[Saved data entries]
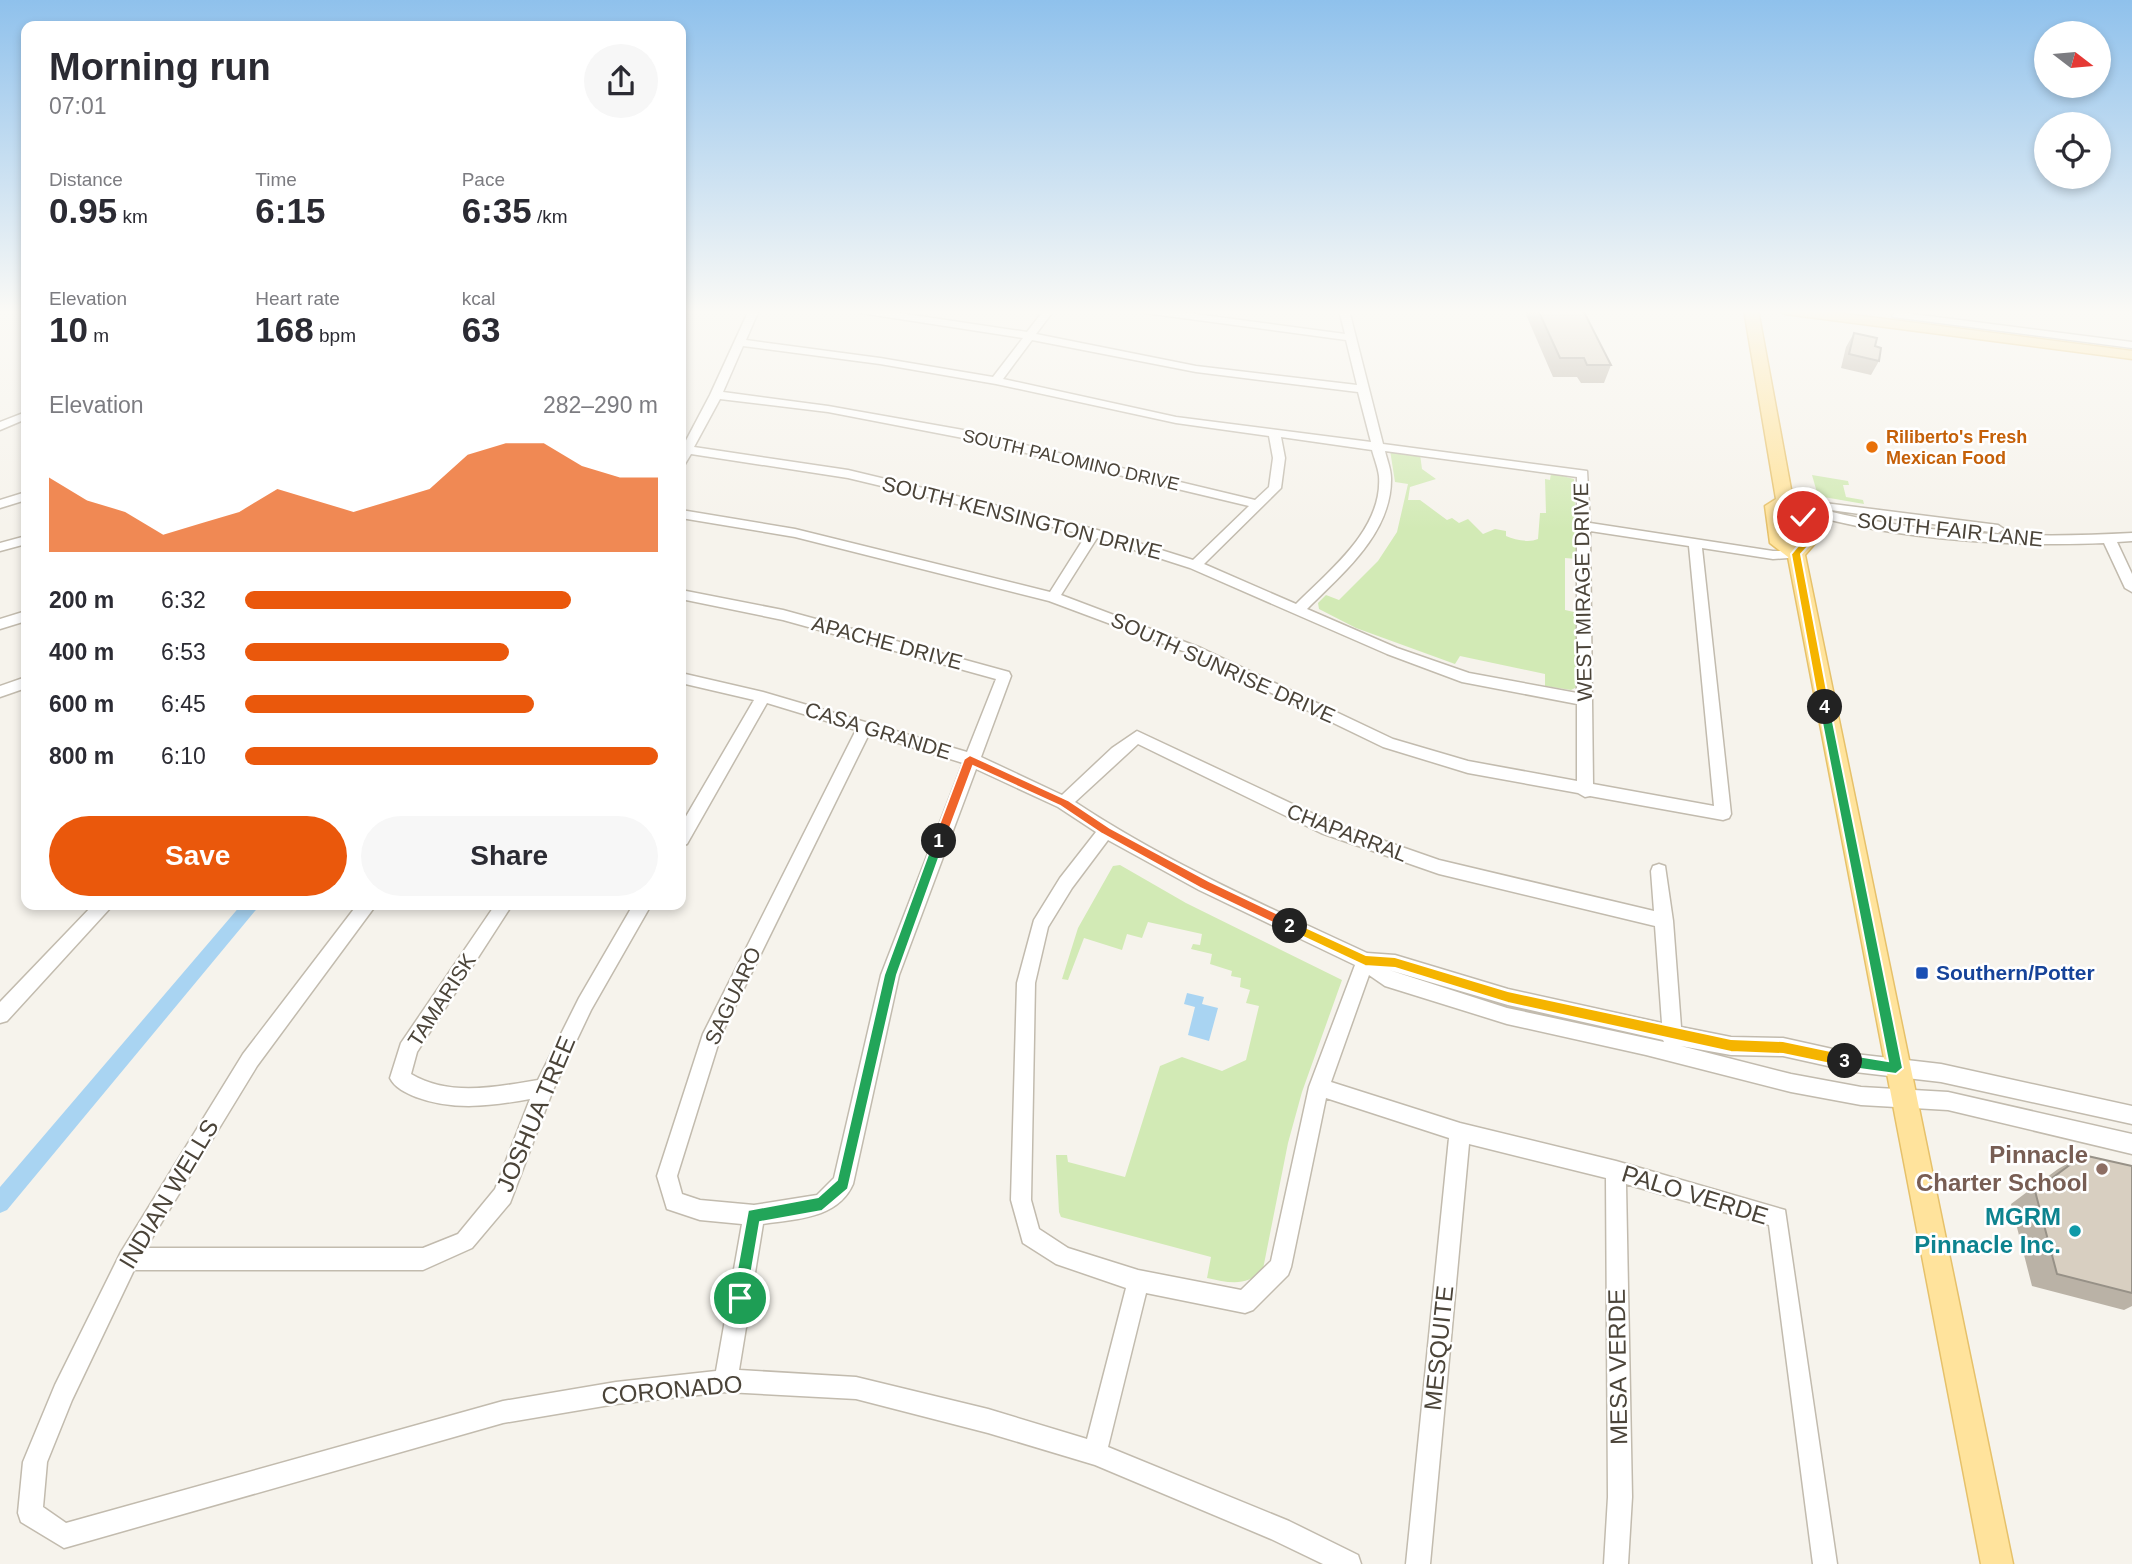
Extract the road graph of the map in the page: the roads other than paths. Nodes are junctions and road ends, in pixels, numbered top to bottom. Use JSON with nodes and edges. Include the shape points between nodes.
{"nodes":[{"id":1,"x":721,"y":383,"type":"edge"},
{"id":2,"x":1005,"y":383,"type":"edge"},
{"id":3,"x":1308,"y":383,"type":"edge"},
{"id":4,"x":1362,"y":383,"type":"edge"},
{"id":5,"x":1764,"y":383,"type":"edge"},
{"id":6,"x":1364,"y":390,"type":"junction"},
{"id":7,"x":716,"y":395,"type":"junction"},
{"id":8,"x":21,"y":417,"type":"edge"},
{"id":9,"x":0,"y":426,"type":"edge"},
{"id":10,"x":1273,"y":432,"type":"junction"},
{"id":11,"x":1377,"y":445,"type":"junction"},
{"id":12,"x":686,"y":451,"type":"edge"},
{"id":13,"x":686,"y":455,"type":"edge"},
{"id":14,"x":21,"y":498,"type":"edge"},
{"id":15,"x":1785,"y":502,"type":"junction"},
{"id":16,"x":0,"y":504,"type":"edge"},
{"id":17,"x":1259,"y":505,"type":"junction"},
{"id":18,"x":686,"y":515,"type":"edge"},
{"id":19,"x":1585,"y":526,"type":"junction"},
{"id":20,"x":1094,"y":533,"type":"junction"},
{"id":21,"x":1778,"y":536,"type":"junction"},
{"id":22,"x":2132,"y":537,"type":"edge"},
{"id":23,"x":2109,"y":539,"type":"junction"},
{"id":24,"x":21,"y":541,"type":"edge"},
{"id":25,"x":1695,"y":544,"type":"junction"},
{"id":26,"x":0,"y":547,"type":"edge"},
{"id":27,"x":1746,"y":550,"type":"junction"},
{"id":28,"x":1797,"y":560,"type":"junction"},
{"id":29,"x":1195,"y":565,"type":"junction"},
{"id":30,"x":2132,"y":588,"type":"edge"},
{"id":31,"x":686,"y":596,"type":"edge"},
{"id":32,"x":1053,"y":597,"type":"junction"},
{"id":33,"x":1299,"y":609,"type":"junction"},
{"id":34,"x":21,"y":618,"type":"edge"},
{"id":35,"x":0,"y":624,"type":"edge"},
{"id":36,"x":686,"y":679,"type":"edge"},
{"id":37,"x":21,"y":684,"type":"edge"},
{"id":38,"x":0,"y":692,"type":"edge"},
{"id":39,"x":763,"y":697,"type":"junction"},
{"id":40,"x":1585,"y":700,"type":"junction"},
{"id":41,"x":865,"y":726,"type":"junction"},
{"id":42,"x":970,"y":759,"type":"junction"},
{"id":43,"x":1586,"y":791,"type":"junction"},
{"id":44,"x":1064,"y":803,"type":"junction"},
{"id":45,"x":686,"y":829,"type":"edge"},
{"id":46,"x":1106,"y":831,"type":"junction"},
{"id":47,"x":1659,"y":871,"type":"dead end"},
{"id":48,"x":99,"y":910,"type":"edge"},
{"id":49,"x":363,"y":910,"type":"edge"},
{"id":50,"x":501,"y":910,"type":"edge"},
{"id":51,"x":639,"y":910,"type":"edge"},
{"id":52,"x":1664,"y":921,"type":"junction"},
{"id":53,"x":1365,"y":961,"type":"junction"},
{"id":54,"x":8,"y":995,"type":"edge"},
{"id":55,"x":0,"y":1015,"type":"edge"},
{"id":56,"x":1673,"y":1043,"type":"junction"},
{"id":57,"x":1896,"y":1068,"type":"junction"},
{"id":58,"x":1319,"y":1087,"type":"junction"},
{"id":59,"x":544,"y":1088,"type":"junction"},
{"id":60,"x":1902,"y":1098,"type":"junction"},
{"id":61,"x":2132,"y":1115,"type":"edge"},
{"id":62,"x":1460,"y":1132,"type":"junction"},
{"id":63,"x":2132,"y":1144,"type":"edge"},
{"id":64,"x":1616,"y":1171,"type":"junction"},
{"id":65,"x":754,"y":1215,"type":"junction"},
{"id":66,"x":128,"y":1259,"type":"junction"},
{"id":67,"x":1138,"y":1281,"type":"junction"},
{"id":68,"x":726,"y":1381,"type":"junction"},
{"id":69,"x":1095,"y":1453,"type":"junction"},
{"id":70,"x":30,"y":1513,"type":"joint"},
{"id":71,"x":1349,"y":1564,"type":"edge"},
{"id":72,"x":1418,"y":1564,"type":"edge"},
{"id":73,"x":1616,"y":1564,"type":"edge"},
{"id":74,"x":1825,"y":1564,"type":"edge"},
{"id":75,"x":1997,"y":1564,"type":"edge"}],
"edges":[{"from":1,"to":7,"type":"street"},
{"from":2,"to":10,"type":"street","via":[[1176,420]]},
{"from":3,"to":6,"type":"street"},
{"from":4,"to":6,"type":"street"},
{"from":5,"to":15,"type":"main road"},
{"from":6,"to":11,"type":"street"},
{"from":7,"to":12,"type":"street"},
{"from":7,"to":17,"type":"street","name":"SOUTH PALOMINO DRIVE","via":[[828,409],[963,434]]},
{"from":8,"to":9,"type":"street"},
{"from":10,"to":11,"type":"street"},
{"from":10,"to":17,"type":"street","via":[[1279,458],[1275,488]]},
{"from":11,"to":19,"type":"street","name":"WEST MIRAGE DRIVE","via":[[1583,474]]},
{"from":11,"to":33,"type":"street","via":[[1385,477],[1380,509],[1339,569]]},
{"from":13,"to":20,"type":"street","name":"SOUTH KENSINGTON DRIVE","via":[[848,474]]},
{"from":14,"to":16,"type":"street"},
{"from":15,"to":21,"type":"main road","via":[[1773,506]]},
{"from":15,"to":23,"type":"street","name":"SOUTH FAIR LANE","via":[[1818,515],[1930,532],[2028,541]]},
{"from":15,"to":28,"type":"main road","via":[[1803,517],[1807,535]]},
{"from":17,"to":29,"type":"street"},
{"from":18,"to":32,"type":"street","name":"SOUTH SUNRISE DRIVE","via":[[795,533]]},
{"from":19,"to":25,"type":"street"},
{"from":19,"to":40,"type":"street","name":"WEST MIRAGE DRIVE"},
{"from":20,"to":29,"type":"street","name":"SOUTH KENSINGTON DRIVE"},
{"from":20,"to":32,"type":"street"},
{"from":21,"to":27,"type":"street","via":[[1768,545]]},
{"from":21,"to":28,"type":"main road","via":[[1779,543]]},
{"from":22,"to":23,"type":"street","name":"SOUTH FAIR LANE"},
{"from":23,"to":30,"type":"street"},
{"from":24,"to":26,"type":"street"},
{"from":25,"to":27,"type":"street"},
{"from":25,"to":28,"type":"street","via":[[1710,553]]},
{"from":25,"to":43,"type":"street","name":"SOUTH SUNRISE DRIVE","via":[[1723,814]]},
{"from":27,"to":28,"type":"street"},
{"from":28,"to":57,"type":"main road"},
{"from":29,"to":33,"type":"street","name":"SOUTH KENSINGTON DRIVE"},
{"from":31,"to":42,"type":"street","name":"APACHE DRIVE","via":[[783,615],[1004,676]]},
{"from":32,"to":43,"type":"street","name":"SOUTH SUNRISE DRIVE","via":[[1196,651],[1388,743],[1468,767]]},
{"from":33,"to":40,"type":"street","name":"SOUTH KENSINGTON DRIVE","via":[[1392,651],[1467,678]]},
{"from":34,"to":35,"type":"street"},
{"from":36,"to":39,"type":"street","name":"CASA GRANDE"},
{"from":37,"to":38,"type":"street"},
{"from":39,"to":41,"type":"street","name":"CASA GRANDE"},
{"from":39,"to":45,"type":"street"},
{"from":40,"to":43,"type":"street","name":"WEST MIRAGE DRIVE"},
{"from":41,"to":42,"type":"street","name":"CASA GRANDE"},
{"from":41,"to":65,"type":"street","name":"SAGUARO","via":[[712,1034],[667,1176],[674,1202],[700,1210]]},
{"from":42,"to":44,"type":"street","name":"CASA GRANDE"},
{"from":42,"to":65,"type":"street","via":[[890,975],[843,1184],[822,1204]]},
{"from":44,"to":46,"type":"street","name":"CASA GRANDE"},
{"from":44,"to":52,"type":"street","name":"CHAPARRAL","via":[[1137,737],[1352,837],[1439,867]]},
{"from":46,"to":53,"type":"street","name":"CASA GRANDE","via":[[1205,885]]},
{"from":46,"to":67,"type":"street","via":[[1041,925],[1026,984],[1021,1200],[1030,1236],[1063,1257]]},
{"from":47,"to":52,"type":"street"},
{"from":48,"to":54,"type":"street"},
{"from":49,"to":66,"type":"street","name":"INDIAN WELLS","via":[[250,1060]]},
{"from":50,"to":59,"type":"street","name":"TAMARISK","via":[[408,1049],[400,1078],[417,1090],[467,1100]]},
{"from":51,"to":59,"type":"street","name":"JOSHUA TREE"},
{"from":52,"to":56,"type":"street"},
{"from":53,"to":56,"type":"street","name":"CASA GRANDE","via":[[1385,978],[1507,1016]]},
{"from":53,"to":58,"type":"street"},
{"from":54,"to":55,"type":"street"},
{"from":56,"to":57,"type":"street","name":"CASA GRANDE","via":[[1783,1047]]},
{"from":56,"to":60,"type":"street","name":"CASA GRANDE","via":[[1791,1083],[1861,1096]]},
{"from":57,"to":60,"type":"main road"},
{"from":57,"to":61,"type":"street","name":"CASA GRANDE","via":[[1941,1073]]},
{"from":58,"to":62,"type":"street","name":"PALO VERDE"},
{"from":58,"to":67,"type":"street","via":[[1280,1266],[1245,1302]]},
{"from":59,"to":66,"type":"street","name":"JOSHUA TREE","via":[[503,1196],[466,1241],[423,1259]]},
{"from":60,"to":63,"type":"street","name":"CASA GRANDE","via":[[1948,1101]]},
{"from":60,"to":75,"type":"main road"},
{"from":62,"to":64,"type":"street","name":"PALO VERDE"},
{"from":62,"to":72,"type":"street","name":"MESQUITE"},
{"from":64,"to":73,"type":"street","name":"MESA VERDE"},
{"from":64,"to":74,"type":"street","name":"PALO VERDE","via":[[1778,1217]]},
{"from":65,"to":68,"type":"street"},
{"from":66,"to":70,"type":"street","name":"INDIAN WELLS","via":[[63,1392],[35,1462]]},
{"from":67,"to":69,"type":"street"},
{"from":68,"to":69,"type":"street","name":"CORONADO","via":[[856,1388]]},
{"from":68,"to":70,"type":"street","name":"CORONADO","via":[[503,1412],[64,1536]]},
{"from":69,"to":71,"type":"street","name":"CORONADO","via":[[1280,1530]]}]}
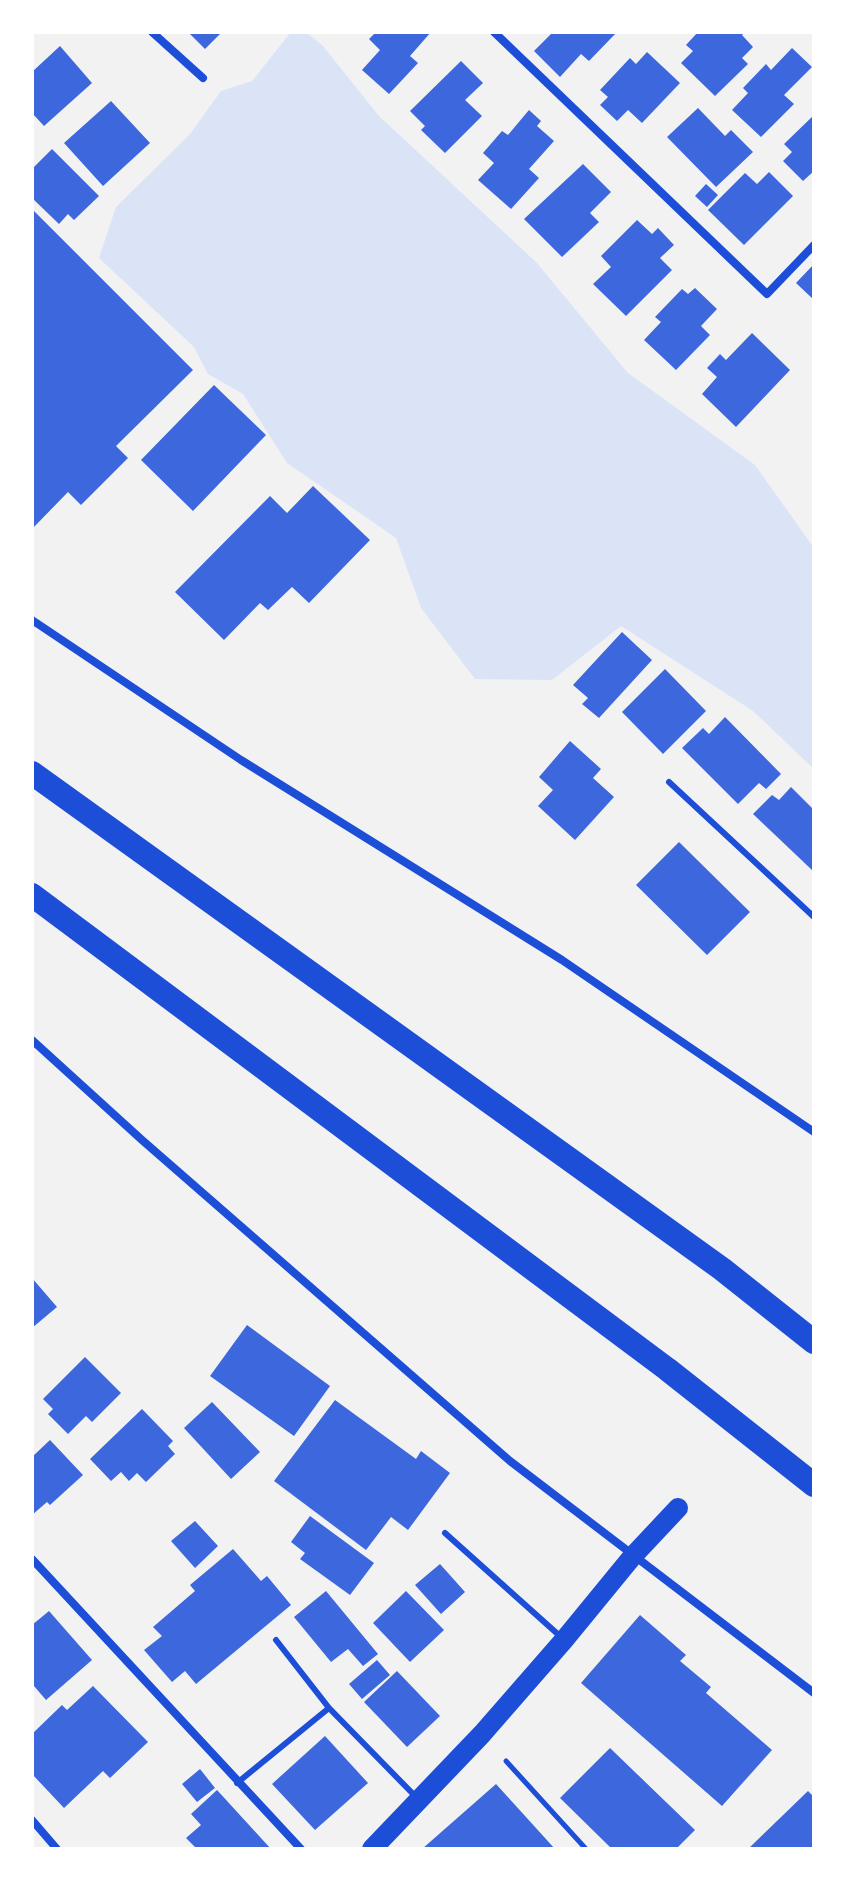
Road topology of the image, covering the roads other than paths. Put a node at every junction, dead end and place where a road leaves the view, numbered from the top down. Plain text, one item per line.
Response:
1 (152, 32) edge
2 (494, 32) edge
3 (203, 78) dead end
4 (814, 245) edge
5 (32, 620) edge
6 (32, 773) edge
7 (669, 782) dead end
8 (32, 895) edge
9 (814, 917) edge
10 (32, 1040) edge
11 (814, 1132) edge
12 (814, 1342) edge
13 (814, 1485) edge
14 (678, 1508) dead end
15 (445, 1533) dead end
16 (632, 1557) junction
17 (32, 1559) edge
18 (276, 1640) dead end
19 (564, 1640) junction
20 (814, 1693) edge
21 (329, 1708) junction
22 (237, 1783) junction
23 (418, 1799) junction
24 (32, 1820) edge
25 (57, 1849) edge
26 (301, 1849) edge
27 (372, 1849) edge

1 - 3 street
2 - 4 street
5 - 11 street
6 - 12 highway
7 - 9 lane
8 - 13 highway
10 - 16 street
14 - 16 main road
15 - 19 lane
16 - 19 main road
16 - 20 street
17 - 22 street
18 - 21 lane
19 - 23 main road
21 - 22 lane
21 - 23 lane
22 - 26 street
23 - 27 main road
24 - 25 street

WORK TO BE COMPLETED » Find the lines in the records that contain the word "CASA", then copy every one of them.

PROBLEM SOLUTION »
{"from":36,"to":39,"type":"street","name":"CASA GRANDE"},
{"from":39,"to":41,"type":"street","name":"CASA GRANDE"},
{"from":41,"to":42,"type":"street","name":"CASA GRANDE"},
{"from":42,"to":44,"type":"street","name":"CASA GRANDE"},
{"from":44,"to":46,"type":"street","name":"CASA GRANDE"},
{"from":46,"to":53,"type":"street","name":"CASA GRANDE","via":[[1205,885]]},
{"from":53,"to":56,"type":"street","name":"CASA GRANDE","via":[[1385,978],[1507,1016]]},
{"from":56,"to":57,"type":"street","name":"CASA GRANDE","via":[[1783,1047]]},
{"from":56,"to":60,"type":"street","name":"CASA GRANDE","via":[[1791,1083],[1861,1096]]},
{"from":57,"to":61,"type":"street","name":"CASA GRANDE","via":[[1941,1073]]},
{"from":60,"to":63,"type":"street","name":"CASA GRANDE","via":[[1948,1101]]},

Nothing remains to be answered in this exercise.